By 1981, the Institute had acquired 12 centres across Britain, and in 1993, the Institute began to offer its own Postgraduate Diploma course validated by Kingston University, and later York University and Middlesex University. In February 2003, Sophie, Countess of Wessex, agreed to become the organisation's Patron. In July 2003 the Countess opened the institute's Head Office at Park House in Egham, Surrey. In 2005, the Dyslexia Institute merged with Hornsby International Dyslexia Centre, and was renamed Dyslexia Action in March 2006. Dyslexia Action's head office moved to Egham in May 2014 and the Countess officially opened the Egham Learning Centre during Dyslexia Awareness Week on 4 November 2014.

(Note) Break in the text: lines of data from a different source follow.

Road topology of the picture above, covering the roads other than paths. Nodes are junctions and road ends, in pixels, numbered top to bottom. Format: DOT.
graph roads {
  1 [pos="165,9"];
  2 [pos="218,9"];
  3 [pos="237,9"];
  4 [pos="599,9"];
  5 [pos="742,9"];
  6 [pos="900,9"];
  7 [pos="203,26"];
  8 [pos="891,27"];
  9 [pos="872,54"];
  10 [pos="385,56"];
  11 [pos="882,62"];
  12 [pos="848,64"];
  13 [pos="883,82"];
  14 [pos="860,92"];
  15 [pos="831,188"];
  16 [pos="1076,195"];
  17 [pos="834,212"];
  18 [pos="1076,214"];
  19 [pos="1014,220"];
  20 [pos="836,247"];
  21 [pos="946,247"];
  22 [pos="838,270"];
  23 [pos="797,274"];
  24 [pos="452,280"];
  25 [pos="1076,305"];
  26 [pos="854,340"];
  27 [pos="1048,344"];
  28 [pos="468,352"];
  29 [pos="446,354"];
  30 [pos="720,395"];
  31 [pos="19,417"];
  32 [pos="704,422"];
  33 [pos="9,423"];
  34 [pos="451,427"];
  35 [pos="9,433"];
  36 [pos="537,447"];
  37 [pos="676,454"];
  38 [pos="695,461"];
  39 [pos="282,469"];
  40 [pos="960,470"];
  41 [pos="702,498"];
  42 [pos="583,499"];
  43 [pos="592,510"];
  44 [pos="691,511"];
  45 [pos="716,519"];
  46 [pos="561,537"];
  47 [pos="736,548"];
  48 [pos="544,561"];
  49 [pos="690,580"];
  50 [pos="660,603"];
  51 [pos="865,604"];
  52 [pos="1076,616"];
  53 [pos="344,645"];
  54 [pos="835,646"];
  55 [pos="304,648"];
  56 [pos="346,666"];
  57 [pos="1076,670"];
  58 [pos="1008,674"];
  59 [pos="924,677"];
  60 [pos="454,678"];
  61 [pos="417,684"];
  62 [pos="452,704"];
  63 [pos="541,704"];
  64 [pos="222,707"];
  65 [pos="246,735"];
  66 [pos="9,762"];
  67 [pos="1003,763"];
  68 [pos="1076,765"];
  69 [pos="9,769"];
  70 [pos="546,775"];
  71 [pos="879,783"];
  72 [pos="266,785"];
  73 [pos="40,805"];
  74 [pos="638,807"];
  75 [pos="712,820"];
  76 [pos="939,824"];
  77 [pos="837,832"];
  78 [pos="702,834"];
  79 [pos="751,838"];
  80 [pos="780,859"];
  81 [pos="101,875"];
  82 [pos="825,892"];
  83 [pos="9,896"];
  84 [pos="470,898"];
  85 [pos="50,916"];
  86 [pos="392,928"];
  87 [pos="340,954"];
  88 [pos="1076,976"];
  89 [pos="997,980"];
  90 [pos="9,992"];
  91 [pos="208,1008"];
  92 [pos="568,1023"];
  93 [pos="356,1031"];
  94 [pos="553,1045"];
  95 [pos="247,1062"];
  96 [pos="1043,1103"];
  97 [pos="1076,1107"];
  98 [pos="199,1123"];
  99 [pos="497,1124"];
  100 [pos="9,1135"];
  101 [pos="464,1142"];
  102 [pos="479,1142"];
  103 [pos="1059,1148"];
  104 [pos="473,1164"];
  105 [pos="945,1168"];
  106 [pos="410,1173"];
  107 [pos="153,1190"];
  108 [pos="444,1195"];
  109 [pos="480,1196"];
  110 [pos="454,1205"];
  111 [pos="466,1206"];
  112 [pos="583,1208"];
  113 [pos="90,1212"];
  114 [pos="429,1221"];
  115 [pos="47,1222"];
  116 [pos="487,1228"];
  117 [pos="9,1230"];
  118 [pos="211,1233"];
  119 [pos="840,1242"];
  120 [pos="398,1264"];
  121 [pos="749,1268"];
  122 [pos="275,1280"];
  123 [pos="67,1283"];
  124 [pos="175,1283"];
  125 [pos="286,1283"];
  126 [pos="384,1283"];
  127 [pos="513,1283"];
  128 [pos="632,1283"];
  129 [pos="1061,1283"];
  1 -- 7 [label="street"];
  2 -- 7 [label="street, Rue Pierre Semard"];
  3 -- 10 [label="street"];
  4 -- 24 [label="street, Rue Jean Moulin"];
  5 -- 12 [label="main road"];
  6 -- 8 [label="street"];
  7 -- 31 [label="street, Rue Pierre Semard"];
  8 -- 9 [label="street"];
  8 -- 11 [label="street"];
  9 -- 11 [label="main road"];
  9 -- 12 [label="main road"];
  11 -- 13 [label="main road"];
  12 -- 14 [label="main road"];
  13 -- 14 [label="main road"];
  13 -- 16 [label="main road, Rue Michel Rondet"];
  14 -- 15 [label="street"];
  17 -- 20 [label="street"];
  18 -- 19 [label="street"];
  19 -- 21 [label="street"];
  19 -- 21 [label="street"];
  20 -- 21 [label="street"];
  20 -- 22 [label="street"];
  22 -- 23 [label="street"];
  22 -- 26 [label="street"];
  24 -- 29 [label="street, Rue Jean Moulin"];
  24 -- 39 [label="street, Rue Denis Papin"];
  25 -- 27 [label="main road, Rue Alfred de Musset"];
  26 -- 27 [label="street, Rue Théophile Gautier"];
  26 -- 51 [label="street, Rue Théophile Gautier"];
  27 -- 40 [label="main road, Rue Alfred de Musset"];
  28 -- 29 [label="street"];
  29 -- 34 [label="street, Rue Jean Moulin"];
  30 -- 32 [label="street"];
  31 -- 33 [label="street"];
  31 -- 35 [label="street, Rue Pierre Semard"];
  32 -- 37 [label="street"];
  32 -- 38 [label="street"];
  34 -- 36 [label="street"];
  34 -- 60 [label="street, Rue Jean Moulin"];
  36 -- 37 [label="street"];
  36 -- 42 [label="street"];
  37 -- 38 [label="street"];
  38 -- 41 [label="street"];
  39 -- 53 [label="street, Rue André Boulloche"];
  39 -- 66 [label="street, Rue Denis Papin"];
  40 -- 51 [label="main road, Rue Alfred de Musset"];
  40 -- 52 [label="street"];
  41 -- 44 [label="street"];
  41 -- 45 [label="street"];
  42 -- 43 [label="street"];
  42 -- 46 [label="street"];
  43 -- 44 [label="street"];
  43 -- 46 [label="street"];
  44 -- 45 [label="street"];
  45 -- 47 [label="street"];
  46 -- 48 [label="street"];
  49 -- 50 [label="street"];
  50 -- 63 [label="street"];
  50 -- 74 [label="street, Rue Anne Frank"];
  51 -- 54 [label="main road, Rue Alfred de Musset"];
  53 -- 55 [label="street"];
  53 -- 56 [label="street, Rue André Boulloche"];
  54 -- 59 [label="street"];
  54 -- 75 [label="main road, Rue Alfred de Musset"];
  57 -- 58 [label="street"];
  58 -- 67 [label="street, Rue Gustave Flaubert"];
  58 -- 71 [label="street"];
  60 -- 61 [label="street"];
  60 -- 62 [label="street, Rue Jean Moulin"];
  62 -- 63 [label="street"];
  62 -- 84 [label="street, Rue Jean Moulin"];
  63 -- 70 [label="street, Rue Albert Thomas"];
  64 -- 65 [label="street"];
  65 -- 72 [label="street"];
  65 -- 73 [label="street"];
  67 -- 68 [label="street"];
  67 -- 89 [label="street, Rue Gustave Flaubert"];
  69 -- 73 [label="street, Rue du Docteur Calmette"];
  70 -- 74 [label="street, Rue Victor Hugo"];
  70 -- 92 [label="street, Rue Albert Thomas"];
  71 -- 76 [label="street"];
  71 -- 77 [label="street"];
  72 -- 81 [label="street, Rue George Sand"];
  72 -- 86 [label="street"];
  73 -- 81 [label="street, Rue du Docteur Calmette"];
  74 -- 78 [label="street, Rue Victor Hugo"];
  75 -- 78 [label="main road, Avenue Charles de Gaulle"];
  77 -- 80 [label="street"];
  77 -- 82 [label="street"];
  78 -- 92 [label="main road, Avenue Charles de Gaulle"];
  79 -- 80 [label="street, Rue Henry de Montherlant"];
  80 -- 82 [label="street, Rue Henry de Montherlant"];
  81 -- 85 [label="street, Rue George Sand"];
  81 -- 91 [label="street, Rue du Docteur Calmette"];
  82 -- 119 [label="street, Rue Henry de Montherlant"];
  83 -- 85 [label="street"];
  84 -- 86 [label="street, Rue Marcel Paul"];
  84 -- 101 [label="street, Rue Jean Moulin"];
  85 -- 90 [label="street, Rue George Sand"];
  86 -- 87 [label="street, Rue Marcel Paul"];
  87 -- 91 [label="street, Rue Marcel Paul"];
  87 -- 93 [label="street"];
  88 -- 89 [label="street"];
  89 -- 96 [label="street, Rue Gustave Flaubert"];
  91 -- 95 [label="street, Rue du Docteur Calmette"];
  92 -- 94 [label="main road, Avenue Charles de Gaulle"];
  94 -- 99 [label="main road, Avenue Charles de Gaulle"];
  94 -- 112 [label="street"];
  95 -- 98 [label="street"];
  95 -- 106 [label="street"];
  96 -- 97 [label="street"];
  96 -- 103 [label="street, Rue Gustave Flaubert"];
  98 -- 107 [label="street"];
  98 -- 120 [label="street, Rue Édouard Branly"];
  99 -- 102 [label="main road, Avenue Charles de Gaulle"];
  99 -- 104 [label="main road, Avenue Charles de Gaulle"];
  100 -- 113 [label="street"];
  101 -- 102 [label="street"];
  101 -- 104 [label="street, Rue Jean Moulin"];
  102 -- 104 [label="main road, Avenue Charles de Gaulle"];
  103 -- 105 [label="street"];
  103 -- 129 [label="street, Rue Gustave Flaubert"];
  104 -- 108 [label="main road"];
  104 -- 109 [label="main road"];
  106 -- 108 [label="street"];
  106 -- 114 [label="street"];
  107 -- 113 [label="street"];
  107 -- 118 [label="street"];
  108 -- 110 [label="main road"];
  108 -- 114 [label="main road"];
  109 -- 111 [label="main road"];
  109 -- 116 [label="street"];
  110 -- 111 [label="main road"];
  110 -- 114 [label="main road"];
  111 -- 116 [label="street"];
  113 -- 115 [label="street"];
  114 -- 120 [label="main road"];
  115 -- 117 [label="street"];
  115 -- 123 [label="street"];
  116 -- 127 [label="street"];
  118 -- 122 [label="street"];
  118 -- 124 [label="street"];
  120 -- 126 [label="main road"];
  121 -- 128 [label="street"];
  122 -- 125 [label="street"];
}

On 13 April 2017, Matthew Haw and Karen Spears of RSM Restructuring Advisory LLP were appointed as administrators of Dyslexia Institute Limited t/a Dyslexia Action. Following negotiations, the Training division, Shop, and Guild were purchased by Real Group Ltd and continue to trade.

Dyslexia Action Training, the Dyslexia Action Shop, and Dyslexia Action Guild were successfully acquired by Real Group Ltd and continue to trade alongside sister companies Real Training and Educational and Sporting Futures.

Dyslexia Action Training is now solely a training provider and no longer provides personal dyslexia advice, dyslexia tuition, dyslexia assessments, and does not hold any historical copies of dyslexia assessments. Historical documents relating to the charity as an organisation have been deposited with the Wellcome Collection

==Current services==

Dyslexia Action has three main divisions; the first, Dyslexia Action Training, offers online training at various levels to help education professionals teach dyslexic students, and learn about co-occurring learning difficulties. The developmental training offers a number of services for those who are already trained or interested in becoming SpLD specialist teachers and assessors. The second division, The Dyslexia Guild, is an open membership group with members working and learning in a wide range of settings. The third division, the Dyslexia Action Shop, is an online resource that contains tools for educators and parents to support dyslexic children.